Until an hour ago, the answer would have been no. “Yes,” he said, and rang off.
C HAPTER N INE
Washington, D.C.
President John Edward Bilodeau Tyler looked at the latest poll numbers on his computer screen, then turned and reached for the fresh whiskey that Manuel Concepcion, his personal steward, always had ready for him. Especially these days.
“This fucking bitch.”
That would be Angela Hassett, the other party’s nominee. She’d been crowned in Kansas City, at their convention, her candidacy covered by the cable news networks as breathlessly as the Second Coming. The First Woman Major Party Candidate! The greatest orator since . . . since, well, the last one. Surprisingly feminine—hot, even—and yet as ruthless as any man. A ball breaker, as a matter of fact, and wasn’t that great? About time the boys got a taste of their own. Served them right for hundreds of years of male chauvinist piggery-pokery, to coin a word.
As for him, let him so much as take a swing at her and the enemedia immediately went into its protective crouch, deploying its legions of sycophants and feuilletonistas in her defense. A fixed fight would have been one thing, but a fixed fight in which the designated tomato can wasn’t even allowed to throw a fig-leaf punch was another. Now he knew what Robert Ryan must have felt like in The Set-Up , except at least he fought back. And look what happened to him. Reflexively, he glanced down at his right hand, to make sure it was still working.
There were just weeks to go before the election, he was behind by double digits, he couldn’t seem to lay a glove on her, and the country hated him even more today than it did in the aftermath of the Times Square disaster. He used to think his doofus predecessor was a moron, but now he was acquiring a strange new respect, as the media hacks liked to say. It was a match between a puncher and a boxer, and the boxer was kicking his ass. Still, all he needed was one punch, something to put the bitch on her butt, to teach the women that more than a century after the Nineteenth Amendment, if they wanted to play with the big boys, they had to be prepared for some broken bones and bloody noses.

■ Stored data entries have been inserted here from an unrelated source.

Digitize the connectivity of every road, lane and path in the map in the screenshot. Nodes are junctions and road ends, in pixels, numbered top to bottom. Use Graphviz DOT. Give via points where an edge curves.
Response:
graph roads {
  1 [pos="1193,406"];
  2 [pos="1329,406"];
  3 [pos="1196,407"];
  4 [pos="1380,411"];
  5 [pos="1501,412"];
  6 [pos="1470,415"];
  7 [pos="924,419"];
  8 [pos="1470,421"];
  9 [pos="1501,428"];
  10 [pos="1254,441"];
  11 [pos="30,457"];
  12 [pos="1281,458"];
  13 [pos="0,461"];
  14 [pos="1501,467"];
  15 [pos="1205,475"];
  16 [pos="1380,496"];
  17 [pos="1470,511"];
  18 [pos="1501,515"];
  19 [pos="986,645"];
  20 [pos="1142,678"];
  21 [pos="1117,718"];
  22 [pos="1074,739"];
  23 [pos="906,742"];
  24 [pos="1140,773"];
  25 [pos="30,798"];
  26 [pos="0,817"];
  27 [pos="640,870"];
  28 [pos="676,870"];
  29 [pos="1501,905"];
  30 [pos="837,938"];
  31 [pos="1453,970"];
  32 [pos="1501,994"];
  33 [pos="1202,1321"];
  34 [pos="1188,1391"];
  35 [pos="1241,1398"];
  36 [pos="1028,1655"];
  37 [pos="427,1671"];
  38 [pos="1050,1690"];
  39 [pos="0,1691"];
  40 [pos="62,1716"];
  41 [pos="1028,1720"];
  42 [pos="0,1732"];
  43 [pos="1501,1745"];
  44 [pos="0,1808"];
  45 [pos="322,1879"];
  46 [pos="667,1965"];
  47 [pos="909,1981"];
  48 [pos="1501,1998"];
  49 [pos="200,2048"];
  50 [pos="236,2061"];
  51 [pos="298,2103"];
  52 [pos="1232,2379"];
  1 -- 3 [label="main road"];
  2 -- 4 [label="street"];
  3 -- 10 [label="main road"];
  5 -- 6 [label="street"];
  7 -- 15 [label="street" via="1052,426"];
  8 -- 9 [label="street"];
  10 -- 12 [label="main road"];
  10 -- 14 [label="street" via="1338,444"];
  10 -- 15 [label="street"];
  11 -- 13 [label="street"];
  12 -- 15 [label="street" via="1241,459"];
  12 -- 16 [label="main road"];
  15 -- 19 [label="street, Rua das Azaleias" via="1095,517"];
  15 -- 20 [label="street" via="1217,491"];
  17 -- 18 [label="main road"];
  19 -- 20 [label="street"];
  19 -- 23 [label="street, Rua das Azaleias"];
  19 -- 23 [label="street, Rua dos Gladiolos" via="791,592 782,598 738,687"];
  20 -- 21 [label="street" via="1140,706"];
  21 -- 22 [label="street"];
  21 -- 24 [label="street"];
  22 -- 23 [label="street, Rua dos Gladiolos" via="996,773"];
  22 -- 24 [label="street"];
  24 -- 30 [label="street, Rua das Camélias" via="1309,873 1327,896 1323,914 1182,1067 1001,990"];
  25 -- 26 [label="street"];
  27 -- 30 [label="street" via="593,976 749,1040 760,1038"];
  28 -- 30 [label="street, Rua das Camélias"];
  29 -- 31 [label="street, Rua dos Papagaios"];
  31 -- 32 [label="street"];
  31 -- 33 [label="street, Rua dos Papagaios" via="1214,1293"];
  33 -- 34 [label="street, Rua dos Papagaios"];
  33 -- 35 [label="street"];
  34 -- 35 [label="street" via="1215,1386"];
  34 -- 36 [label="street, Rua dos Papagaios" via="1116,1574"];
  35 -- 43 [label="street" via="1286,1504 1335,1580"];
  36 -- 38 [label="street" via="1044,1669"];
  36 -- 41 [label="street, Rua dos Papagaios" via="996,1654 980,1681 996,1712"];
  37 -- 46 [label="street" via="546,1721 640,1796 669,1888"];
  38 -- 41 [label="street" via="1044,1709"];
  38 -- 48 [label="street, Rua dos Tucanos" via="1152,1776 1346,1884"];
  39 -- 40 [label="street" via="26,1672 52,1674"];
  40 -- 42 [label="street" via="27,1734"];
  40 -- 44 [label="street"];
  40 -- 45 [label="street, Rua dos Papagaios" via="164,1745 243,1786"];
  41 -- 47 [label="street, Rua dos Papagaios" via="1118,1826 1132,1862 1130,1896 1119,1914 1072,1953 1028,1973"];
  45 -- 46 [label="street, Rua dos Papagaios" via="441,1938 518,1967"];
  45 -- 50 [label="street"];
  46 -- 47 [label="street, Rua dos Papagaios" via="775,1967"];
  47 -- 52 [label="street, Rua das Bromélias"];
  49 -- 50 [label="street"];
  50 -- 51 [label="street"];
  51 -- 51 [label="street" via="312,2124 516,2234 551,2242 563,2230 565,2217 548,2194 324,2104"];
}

He didn’t even have to ask Manuel for a refill, because, as always, it was always there. If he had to go into premature retirement, he had to figure out a way to take Manuel with him.
“Anything else, Mr. President?” asked Manuel.
“Better poll numbers?”
“I don’t think we have that, sir,” replied Manuel.
“A decent movie in the White House theater tonight?”
“You’ll have to ask Hollywood for that, sir,” said Manuel. “It’s above my pay grade.”
“Mine too,” mused Tyler.
In one smooth motion, Manuel slipped him a new glass and whisked away the empty. “Besides,” he said, “they’re all going to vote for her.”
Tyler grabbed the glass and downed the whole thing. “Don’t I know it,” he said. “And after all I’ve done for them. “No justice,” said Manuel.
“No peace,” finished Tyler. “Now, what do you want, besides getting me drunk?
“General Seelye is here to see you, sir.”